Bening menggenang di pelupuk mataku tatkala mendengar kalimatnya. Seumur hidup, aku belum pernah merasa sebahagia ini. Apa lagi yang aku harapkan selain lelaki yang aku cintai dan mencintaiku memintaku untuk menjadi istrinya?
Kak Mike menatapku waswas sebab aku tak juga mengeluarkan suara. "Jadi...?"
Sebuah anggukan aku berikan sedetik kemudian. "Yes, I will."
Kedua sudut bibir lelaki itu terangkat tinggi, menampakkan deretan gigi putihnya. Dia lantas mencabut cincin itu dari tempatnya. Ditariknya tangan kiriku dan dimasukkannya benda berwarna putih bertahtakan berlian berukuran sedang itu ke dalam jari manisku.
"Pas," celetuknya. Aku tersenyum sembari memperhatikan cincin tersebut. Cantik sekali. "Kamu suka?" tanyanya, memastikan.
"Banget. Ini cantik banget, Kak. Aku suka," jawabku dengan nada riang yang tak mampu kusembunyikan.
"Syukurlah kalo gitu." Bangkit berdiri, Kak Mike menggenggam kedua lenganku dan menarik tubuhku bersamanya. Dia lalu memelukku erat. "Makasih udah nerima aku lagi. I've been waiting for this moment for so long."
Aku menggangguk. "Makasih juga karena Kakak masih cinta sama aku sampe sekarang."

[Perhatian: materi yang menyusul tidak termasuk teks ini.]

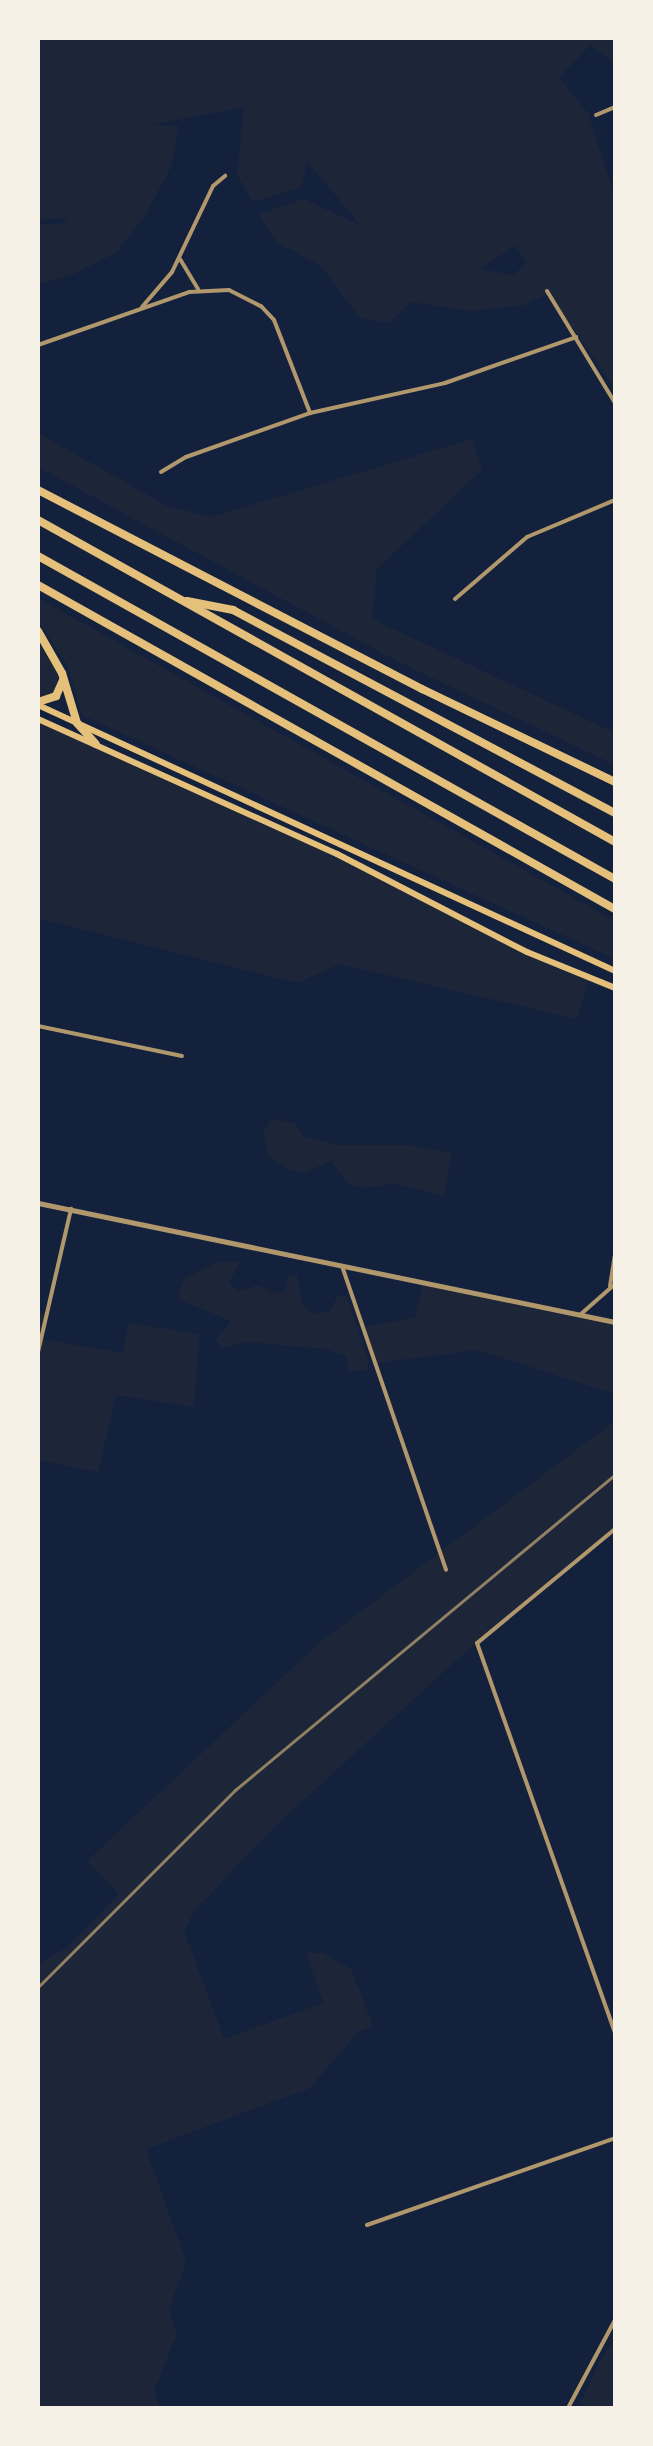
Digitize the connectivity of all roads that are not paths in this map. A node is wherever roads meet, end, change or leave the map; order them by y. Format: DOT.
graph roads {
  1 [pos="615,107"];
  2 [pos="596,115"];
  3 [pos="225,176"];
  4 [pos="179,257"];
  5 [pos="199,290"];
  6 [pos="547,291"];
  7 [pos="140,308"];
  8 [pos="576,337"];
  9 [pos="38,345"];
  10 [pos="615,403"];
  11 [pos="310,413"];
  12 [pos="161,472"];
  13 [pos="38,490"];
  14 [pos="615,500"];
  15 [pos="38,520"];
  16 [pos="38,556"];
  17 [pos="38,585"];
  18 [pos="180,599"];
  19 [pos="455,599"];
  20 [pos="38,631"];
  21 [pos="64,679"];
  22 [pos="38,703"];
  23 [pos="38,719"];
  24 [pos="77,723"];
  25 [pos="96,744"];
  26 [pos="615,782"];
  27 [pos="615,813"];
  28 [pos="615,842"];
  29 [pos="615,879"];
  30 [pos="615,909"];
  31 [pos="615,971"];
  32 [pos="615,988"];
  33 [pos="38,1026"];
  34 [pos="182,1056"];
  35 [pos="38,1203"];
  36 [pos="71,1209"];
  37 [pos="615,1256"];
  38 [pos="342,1265"];
  39 [pos="615,1284"];
  40 [pos="609,1289"];
  41 [pos="581,1314"];
  42 [pos="615,1322"];
  43 [pos="38,1352"];
  44 [pos="615,1529"];
  45 [pos="446,1570"];
  46 [pos="615,2033"];
  47 [pos="615,2138"];
  48 [pos="367,2225"];
  49 [pos="615,2320"];
  50 [pos="568,2408"];
  1 -- 2 [label="street"];
  3 -- 4 [label="street"];
  4 -- 5 [label="street"];
  4 -- 7 [label="street"];
  5 -- 7 [label="street"];
  5 -- 11 [label="street"];
  6 -- 8 [label="street"];
  7 -- 9 [label="street"];
  8 -- 10 [label="street"];
  8 -- 11 [label="street"];
  11 -- 12 [label="street"];
  13 -- 26 [label="highway"];
  14 -- 19 [label="street"];
  15 -- 18 [label="highway"];
  16 -- 29 [label="highway"];
  17 -- 30 [label="highway"];
  18 -- 27 [label="highway"];
  18 -- 28 [label="highway"];
  20 -- 21 [label="highway"];
  21 -- 22 [label="highway"];
  21 -- 24 [label="highway"];
  22 -- 24 [label="main road"];
  23 -- 25 [label="main road"];
  24 -- 25 [label="highway"];
  24 -- 31 [label="main road"];
  25 -- 32 [label="main road"];
  33 -- 34 [label="street"];
  35 -- 36 [label="street"];
  36 -- 38 [label="street"];
  36 -- 43 [label="street"];
  37 -- 40 [label="street"];
  38 -- 41 [label="street"];
  38 -- 45 [label="street"];
  39 -- 40 [label="street"];
  40 -- 41 [label="street"];
  41 -- 42 [label="street"];
  44 -- 46 [label="street"];
  47 -- 48 [label="street"];
  49 -- 50 [label="street"];
}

"Always and will," tambahnya. Dia melepas dekapan dan menunduk menatapku. "Udah malem. Aku anter pulang sekarang. Besok kamu udah masuk kerja, kan?"
"Iya," anggukku.
Kami pun pergi meninggalkan tempat yang penuh kenangan itu dengan perasaan bahagia yang membuncah di dada. Ya Allah, bolehkah aku meminta supaya kelak aku dan Kak Mike bisa menikah di pinggir danau itu?
***
KAMU SEDANG MEMBACA
Setulus Cinta Namira
SpiritualAku memutuskan meninggalkan lelaki yang aku cintai beberapa tahun yang lalu demi Allah. Sampai saat ini penampilanku memang belum sesempurna teman-temanku yang selalu mengenakan gamis dan hijab besar. Tapi aku akan terus berusaha memantaskan diri su...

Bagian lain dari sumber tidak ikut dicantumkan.